Use the SingleFormEncounter component to force a specific form in an encounter entry.
Special Encounter Patterns
Fishing
Fishing encounters require the player to use a fishing rod item while facing a water tile:
- Create a
WildEncountersSetwithEncounterType.Fishingentries. - Assign it to the water area's encounter configuration.
- Different rod tiers (Old Rod, Good Rod, Super Rod) filter which entries are available.
Legendary / One-Time Encounters
For special encounters that should only happen once:
- Use a CommandGraph event instead of random encounters.
- The event checks a game variable (e.g.,
LegendaryDefeated) before triggering. - After the battle, set the variable to prevent re-encounters.
- This approach gives you full control over the encounter context (cutscenes, dialogue, terrain).
Horde Encounters
Multiple wild monsters at once:
- Configure the encounter entry with a horde flag.
- The battle spawns 3-5 monsters of the specified species.
- The player fights them one at a time or can target the group (with AOE moves, if supported).
Repels and Encounter Prevention
Players can use items to prevent encounters:
| Item | Effect | Duration |
|---|---|---|
| Repel | Prevents encounters with monsters below player's lead level | 100 steps |
| Super Repel | Same effect, longer duration | 200 steps |
| Max Repel | Same effect, longest duration | 250 steps |
Repels are implemented as a step counter. The encounter system checks the repel counter before rolling for encounters.
Encounter Utilities
The EncounterUtils class provides helper methods:
// Check if encounters are possible at the current tile
bool canEncounter = EncounterUtils.CanEncounterAt(position, encounterType);
// Get the encounter set for a position
WildEncountersSet set = EncounterUtils.GetEncounterSet(position, encounterType);
// Roll for an encounter (returns null if no encounter triggers)

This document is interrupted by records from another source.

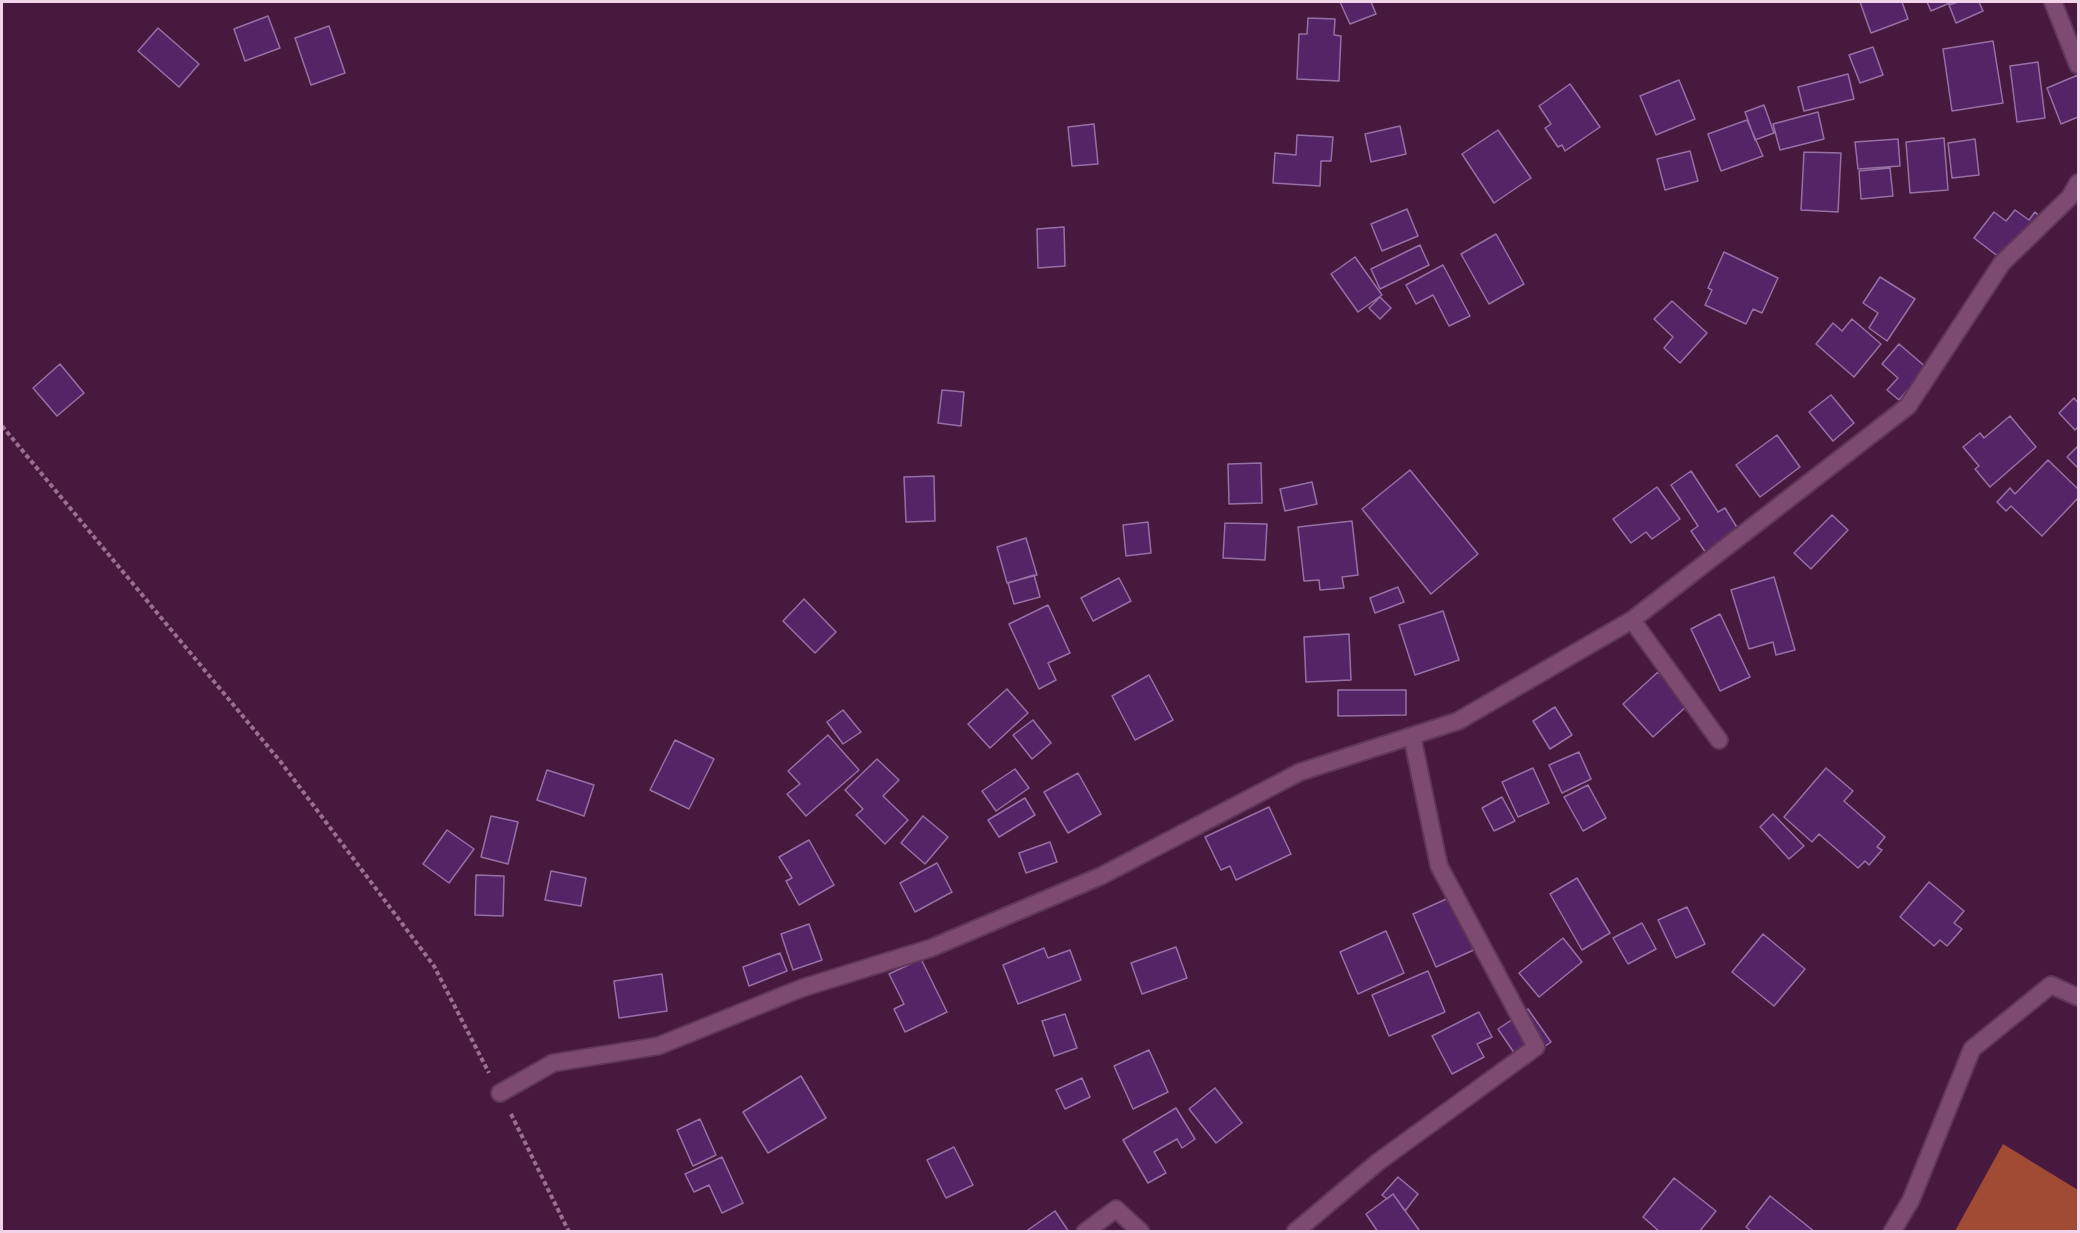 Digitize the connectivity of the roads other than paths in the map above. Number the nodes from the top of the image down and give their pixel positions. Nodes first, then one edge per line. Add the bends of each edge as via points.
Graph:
1 (2053, 2) edge
2 (2079, 66) edge
3 (2079, 183) edge
4 (1632, 620) junction
5 (1412, 736) junction
6 (1719, 740) dead end
7 (2079, 997) edge
8 (500, 1093) road end
9 (1085, 1232) edge
10 (1141, 1232) edge
11 (1295, 1232) edge
12 (1892, 1232) edge

1 - 2 street
3 - 4 street via 2070,197 2002,263 1908,406
4 - 5 street via 1458,721
4 - 6 street
5 - 8 street via 1300,772 1101,876 931,948 802,988 658,1046 553,1063
5 - 11 street via 1439,866 1536,1047 1378,1162
7 - 12 street via 2051,985 1972,1049 1911,1200
9 - 10 street via 1116,1209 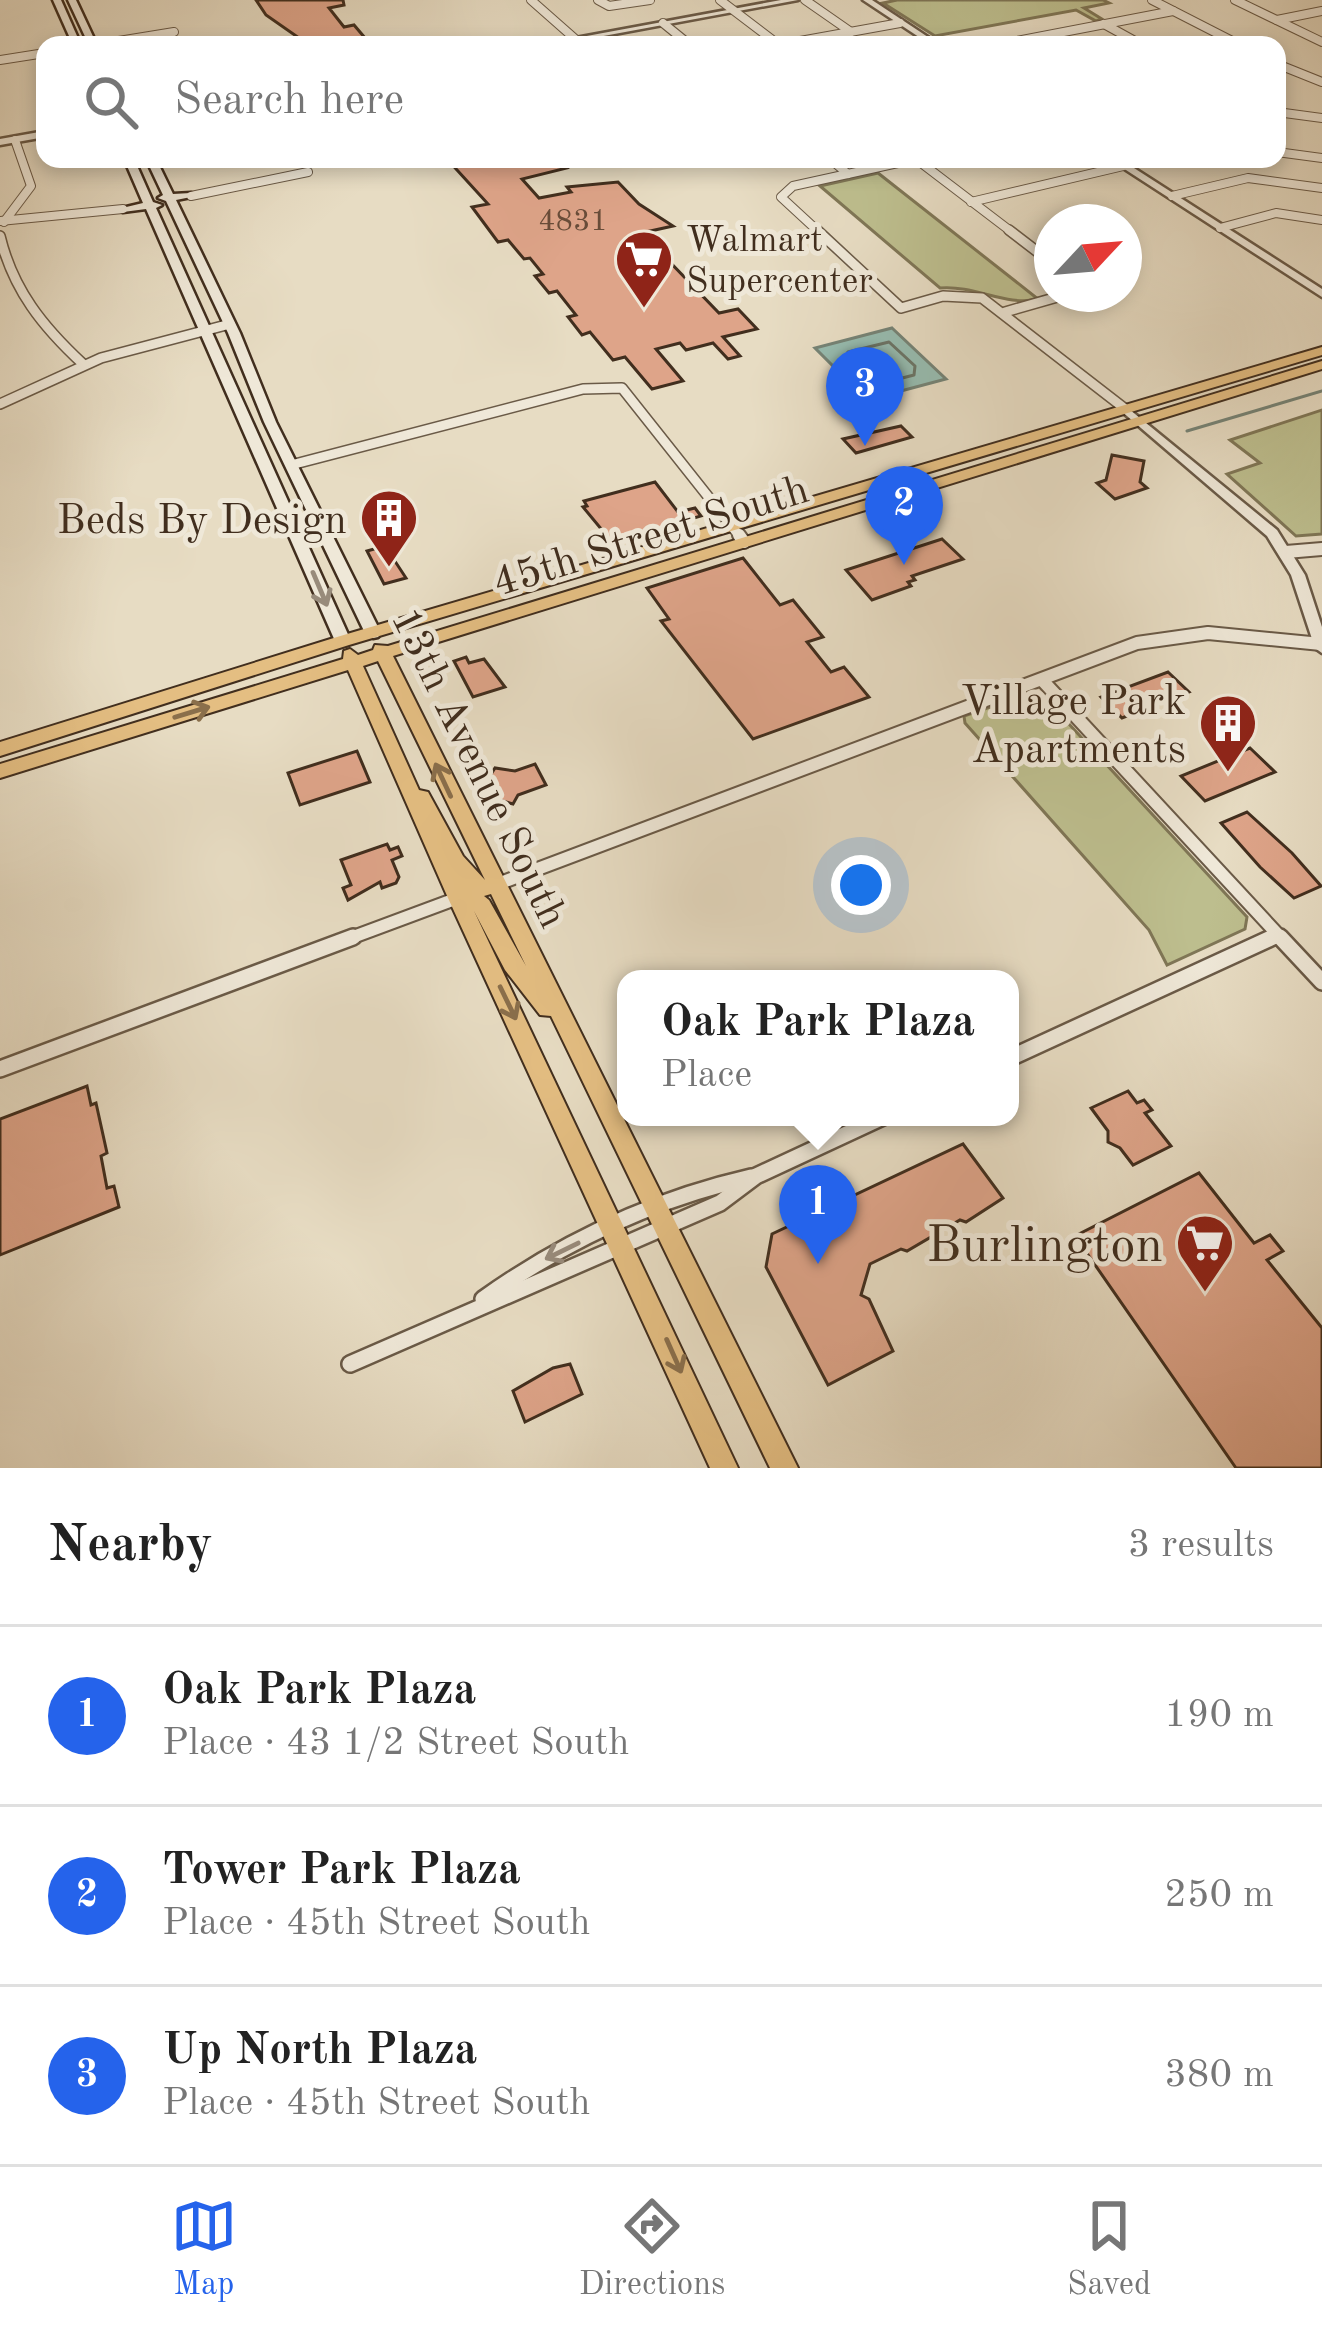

WildEncounter encounter = EncounterUtils.RollEncounter(set);
Best Practices
- Balance encounter rates. Too high (>25%) feels annoying. Too low (<5%) makes the world feel empty. 8-15% is typical.
- Scale levels with progression. Route 1 should have level 2-5 monsters, not level 50.
- Vary encounter tables between maps. Each route should feel distinct.
- Include rare encounters. One 5% encounter entry per table gives players something to hunt for.
- Test time-of-day encounters. Players should not feel punished for playing at a specific time.
- Place Repels early. Players appreciate having encounter control before mid-game.